This appeal is from a judgment in favor of defendant, rendered upon motion for a directed verdict at the close of plaintiffs evidence. Plaintiff appeals.

The material facts, as shown by the pleadings and plaintiffs evidence, are briefly as follows: In the year 1902, the respondent owned and operated a sawmill at Buckley, in Pierce county, Washington, for manufacturing lumber. The appellant, William O’Brien, was employed in the mill as a “dogger.” This employment required the appellant to ride backwards and forwards on the saw carriage, and to attach the “dogs” to the log on the carriage. These dogs were devices for holding the logs securely in position *542to saw. It was also the duty of the dogger to detach the dogs, at the direction of the sawyer, when the log was to be turned upon the carriage, and to perform such other duties as were required of him by the sawyer. The saw crew consisted of the sawyer, one tail sawyer, two doggers, and one setter. All of these men were under the supervision and control of the sawyer, and were bound to obey his orders. They took their orders from him and no one else. If they failed to obey him, they were discharged upon his recommendation to the superintendent.

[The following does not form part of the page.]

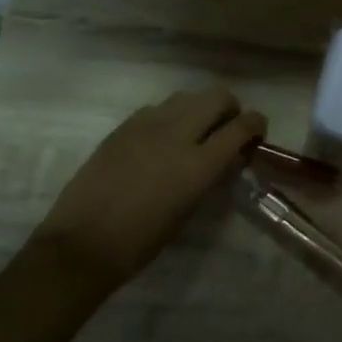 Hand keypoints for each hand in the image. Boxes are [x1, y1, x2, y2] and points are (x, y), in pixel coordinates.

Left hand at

Over the sawyer, there was a superintendent, who had general control over the whole mill, and who employed and discharged the men. The appellant was an experienced dogger and thoroughly familiar with the work. Near each end of the saw carriage, was a “head-block” about two feet in height, against which the ends of the logs were securely held by the dogs. Stationary in the floor of the mill, along the line of the carriage way, was a device called a “nigger,” which consisted of a piece of timber with iron spikes along the upper side. This “nigger” was a powerful machine, used in striking and pushing heavy logs on to the carriage, and for turning them thereon when desired. It was operated by steam power by the sawyer, by means of a lever, and in no other way. There was also a chain device overhead, operated by steam power, for rolling logs on the carriage and for turning them while on the saw carriage. The saw carriage was operated back and forth by steam power, by means of a lever in the hands of the sawyer.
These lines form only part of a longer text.